POLITICS 
 
Welfare  Advocates Rally, Push For Extensions, More Job Training

State House News Service

Boston, March 3, 1999--In a rally on the State House steps this morning, welfare advocates called for extensions of the state's new two-year time limits on benefits, and more education and job training programs and child care subsidies. 

The group of about 50 advocates then marched to Gardner Auditorium, where the Committee on Human Services and Elderly Affairs heard testimony on numerous welfare-related bills. 

"We're here to ask the question - welfare to what?" said Ann Whitorn of the UMass Boston's Academic Working Group on Poverty.  "We're very concerned about what happens to people after they're cut off from welfare, and we're demanding they push the time limits back from two years to the five-year federal limit." 

Gov. Paul Cellucci strongly opposes any change in the time limit.  In fact, 
he recently filed a bill to further toughen work requirements for welfare 
recipients.  It raises the weekly work requirement from 20 to 30 hours for 
able-bodied parents with children over the age of 2. 

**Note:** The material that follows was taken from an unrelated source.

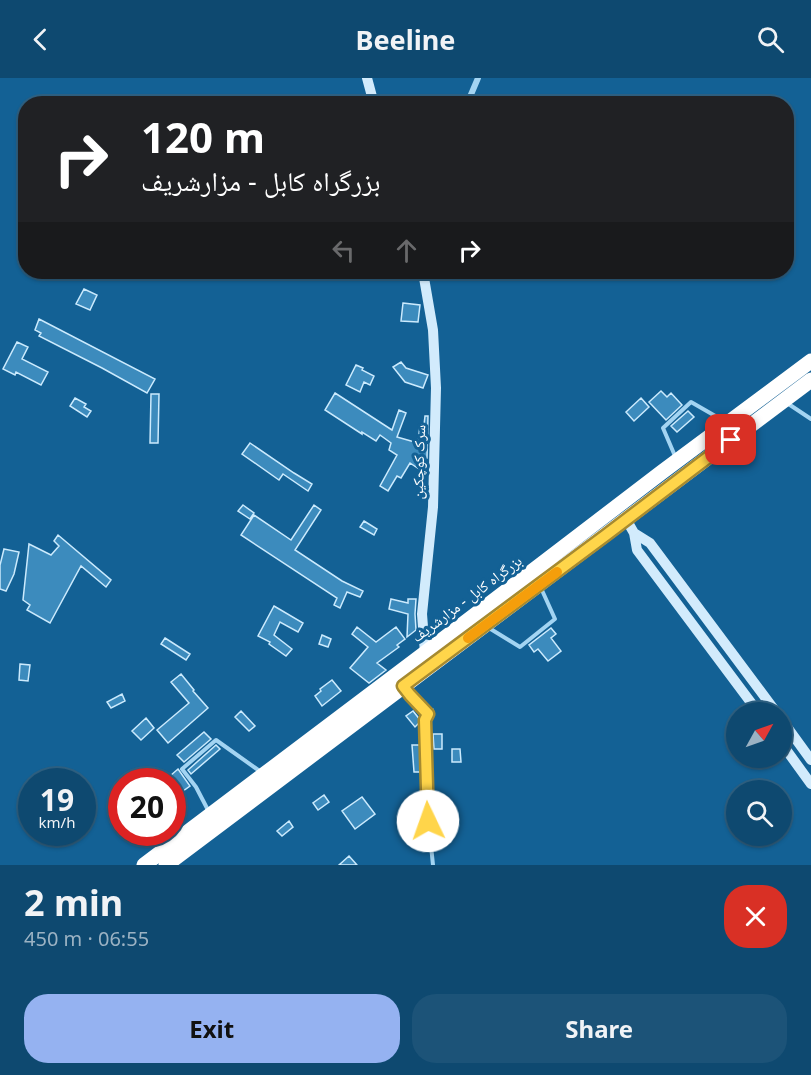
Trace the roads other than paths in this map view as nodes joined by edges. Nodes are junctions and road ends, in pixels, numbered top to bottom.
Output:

Reacting to Cellucci's proposal, Debbie Hoyt-Fraser - who has been on 
welfare since November 1995, when she was downsized out of a job at Blue Cross/Blue Shield - said, "Governor, who's at home who's been raising your children?"  She said she hit the time limit in December and her appeal for an extension was denied. 

The two-year limit is "unreasonable," and does not take into account the 
fact that "life happens," said Hoyt-Fraser, a single mother of three children under 13.  She said the father of her kids owes them $76,000 in child support, and she cannot get a job because she lacks reliable transportation due to an accident in which her car was totaled. 

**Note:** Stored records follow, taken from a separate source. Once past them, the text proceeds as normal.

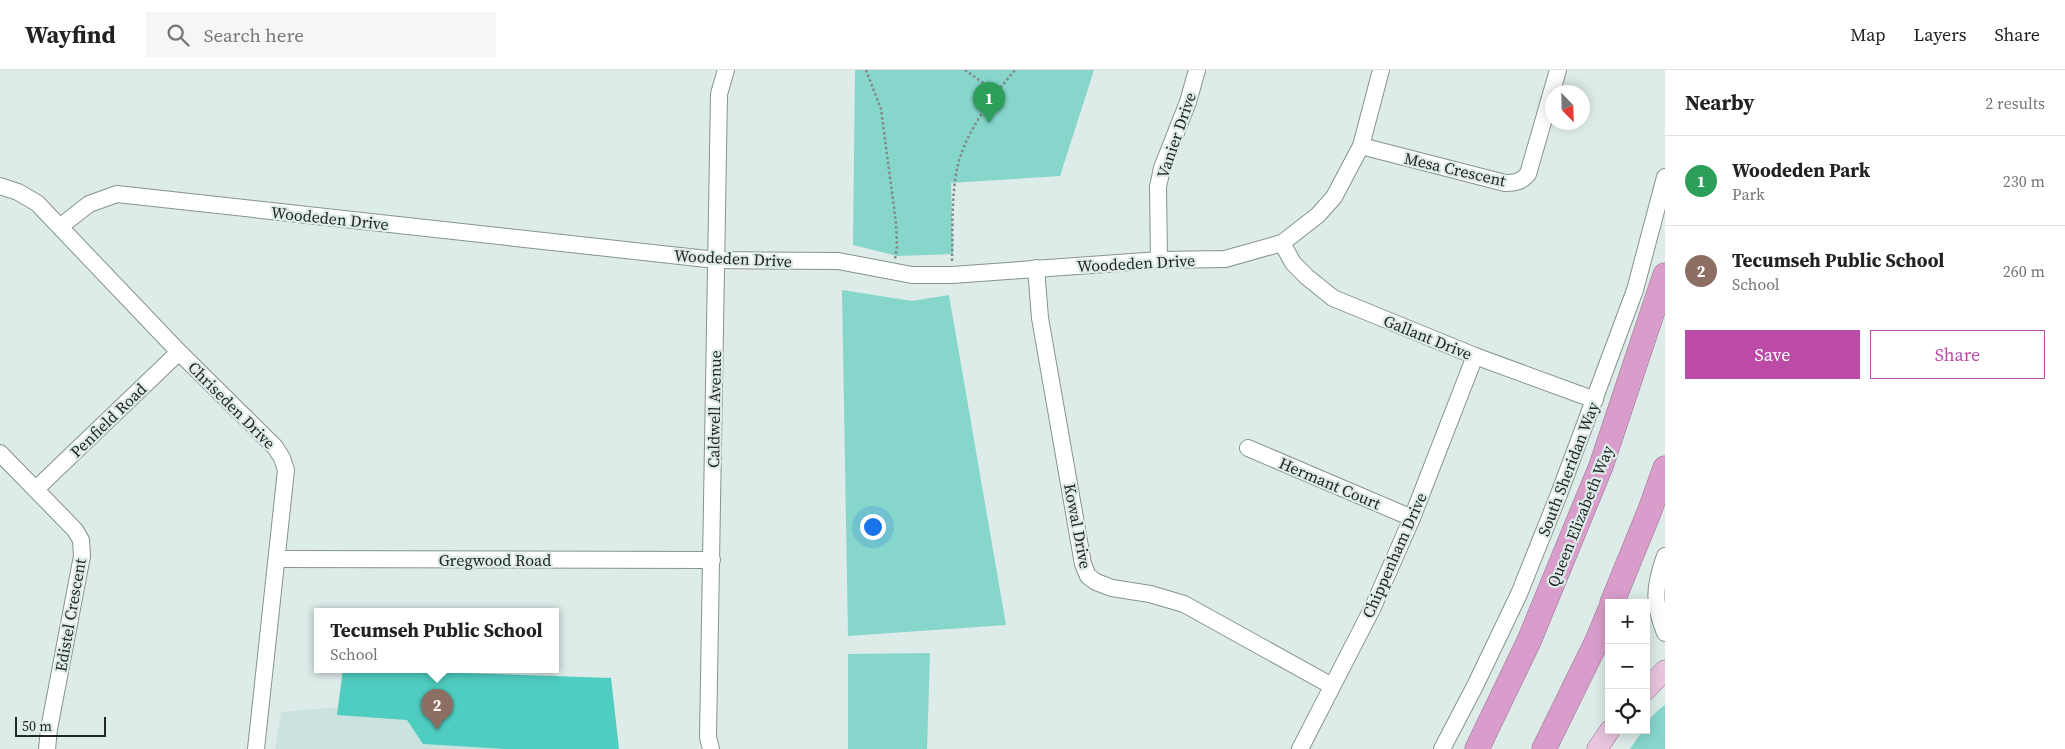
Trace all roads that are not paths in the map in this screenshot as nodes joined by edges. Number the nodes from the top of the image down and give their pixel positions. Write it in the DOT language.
graph roads {
  1 [pos="726,70"];
  2 [pos="1197,70"];
  3 [pos="1381,70"];
  4 [pos="1558,70"];
  5 [pos="1361,146"];
  6 [pos="1665,177"];
  7 [pos="0,186"];
  8 [pos="61,226"];
  9 [pos="1282,243"];
  10 [pos="716,260"];
  11 [pos="1159,260"];
  12 [pos="1036,268"];
  13 [pos="1665,275"];
  14 [pos="179,352"];
  15 [pos="1475,356"];
  16 [pos="1595,400"];
  17 [pos="1248,448"];
  18 [pos="0,453"];
  19 [pos="1665,468"];
  20 [pos="36,489"];
  21 [pos="1412,518"];
  22 [pos="1665,556"];
  23 [pos="278,559"];
  24 [pos="712,560"];
  25 [pos="1614,599"];
  26 [pos="1605,622"];
  27 [pos="1665,633"];
  28 [pos="1665,670"];
  29 [pos="1332,686"];
  30 [pos="1647,689"];
  31 [pos="1607,734"];
  32 [pos="47,749"];
  33 [pos="256,749"];
  34 [pos="710,749"];
  35 [pos="1300,749"];
  36 [pos="1442,749"];
  37 [pos="1477,749"];
  38 [pos="1544,749"];
  39 [pos="1597,749"];
  1 -- 10 [label="street, Caldwell Avenue"];
  2 -- 11 [label="street, Vanier Drive"];
  3 -- 5 [label="street, Woodeden Drive"];
  4 -- 5 [label="street, Mesa Crescent"];
  5 -- 9 [label="street, Woodeden Drive"];
  6 -- 16 [label="street, South Sheridan Way"];
  7 -- 8 [label="street"];
  8 -- 10 [label="street, Woodeden Drive"];
  8 -- 14 [label="street, Chriseden Drive"];
  9 -- 11 [label="street, Woodeden Drive"];
  9 -- 15 [label="street, Gallant Drive"];
  10 -- 12 [label="street, Woodeden Drive"];
  10 -- 24 [label="street, Caldwell Avenue"];
  11 -- 12 [label="street, Woodeden Drive"];
  12 -- 29 [label="street, Kowal Drive"];
  13 -- 37 [label="highway, Queen Elizabeth Way"];
  14 -- 20 [label="street, Penfield Road"];
  14 -- 23 [label="street, Chriseden Drive"];
  15 -- 16 [label="street, Gallant Drive"];
  15 -- 21 [label="street, Chippenham Drive"];
  16 -- 36 [label="street, South Sheridan Way"];
  17 -- 21 [label="street, Hermant Court"];
  18 -- 20 [label="street, Edistel Crescent"];
  19 -- 25 [label="highway"];
  20 -- 32 [label="street, Edistel Crescent"];
  21 -- 29 [label="street, Chippenham Drive"];
  22 -- 27 [label="street"];
  23 -- 24 [label="street, Gregwood Road"];
  23 -- 33 [label="street, Chriseden Drive"];
  24 -- 34 [label="street, Caldwell Avenue"];
  26 -- 38 [label="highway"];
  28 -- 30 [label="main road"];
  29 -- 35 [label="street, Chippenham Drive"];
  31 -- 39 [label="main road"];
}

The time limit "doesn't stop a child getting sick, or myself getting sick," she said.  "No matter how much money you make or how much education you have, life happens while you're making other plans.  We've got to be 
reasonable about this.  You're talking about human beings, not machines." 

Randy Albelda, an economics professor at UMass Boston who does research on low-wage women, said the state is slashing welfare rolls without any data about the impact.  According to "comprehensive studies" in 15 other states, one third of former recipients are slightly better off, one-third are about the same, and one-third are doing worse, Albelda said. 

"What we've done is we've created the working poor," she said.  "All the 
research shows that two years is just not enough time for women to do what they need to do." 

Before the Human Services Committee hearing, co-chairman Sen. Therese 
Murray (D-Plymouth) said she does not support the bill that proposes to 
adopt the five-year federal standard (S 642).  Even if the committee 
recommends it, the bill faces a "hard road" in the House and Senate. 

The problem, Murray said, is that the federal law allows only five years in 
a lifetime, whereas the Massachusetts law, which she described as "much 
more liberal," allows people to go on and off welfare "a number of times 
after the initial five years is up." 

"So the clock ticks," she said. "If we give five years of services and 
keep people on for five years, we can't provide them after that fifth year 
with anything, any services.  That would be very difficult, because then we 
would be told, well the state's going to have to step in and pick up these 
services, and we won't have the money to do it. " 

Co-chairman Rep. Michael Cahill (D-Beverly) said the agenda is focused on beefing up support services for people leaving the welfare rolls, rather 
than on extending the time limits. 

"I think there are many things that we're trying to do - try to better define the extension policy, try to look again at education and training, try to make sure we do the best job we can in spending federal welfare-to-work dollars," he said.  "Particularly, we're looking at how to do child care to make sure that's all in place, and transportation.  I think those are among our priorities right now and we continue to work on those." 

Boston Mayor Thomas Menino warned the committee, "Massachusetts is sliding back into the Dark Ages."  He said Massachusetts is one of the only states that does not allow job training to count toward work requirements, which he described as "crazy." 
 
In Boston, 60 percent of welfare recipients have no high school credentials, 60 percent have never worked or their last jobs were over five years ago, and 20 percent have a language barrier that prevents mainstream employment, Menino said. 

"There is no way to move up and out of poverty without job training," he 
said, drawing cheers.  "Education and training for welfare recipients is good common sense, and good for the bottom line."

The mayor testified in support of three bills he recently filed.  One would 
count job training programs toward work and community service requirements (H 2528).  Another would grant benefit extensions to people enrolled in training programs with job placement components (H 2359), and the third would distribute job training funds where the need is greatest (H 2530). 

Amparo Ortiz, a former welfare recipient who is now the senior secretary at Boston University's medical school campus, said that before receiving job 
training, she stayed at home with her infant daughter and "worried about not being able to provide her with a good future." 

One year later, Ortiz said she has a good job where she's already received 
a promotion and a raise, as well as her own apartment and a car.  "What a 
difference a year makes," she said. "I feel like I can offer a better future for my daughter and myself."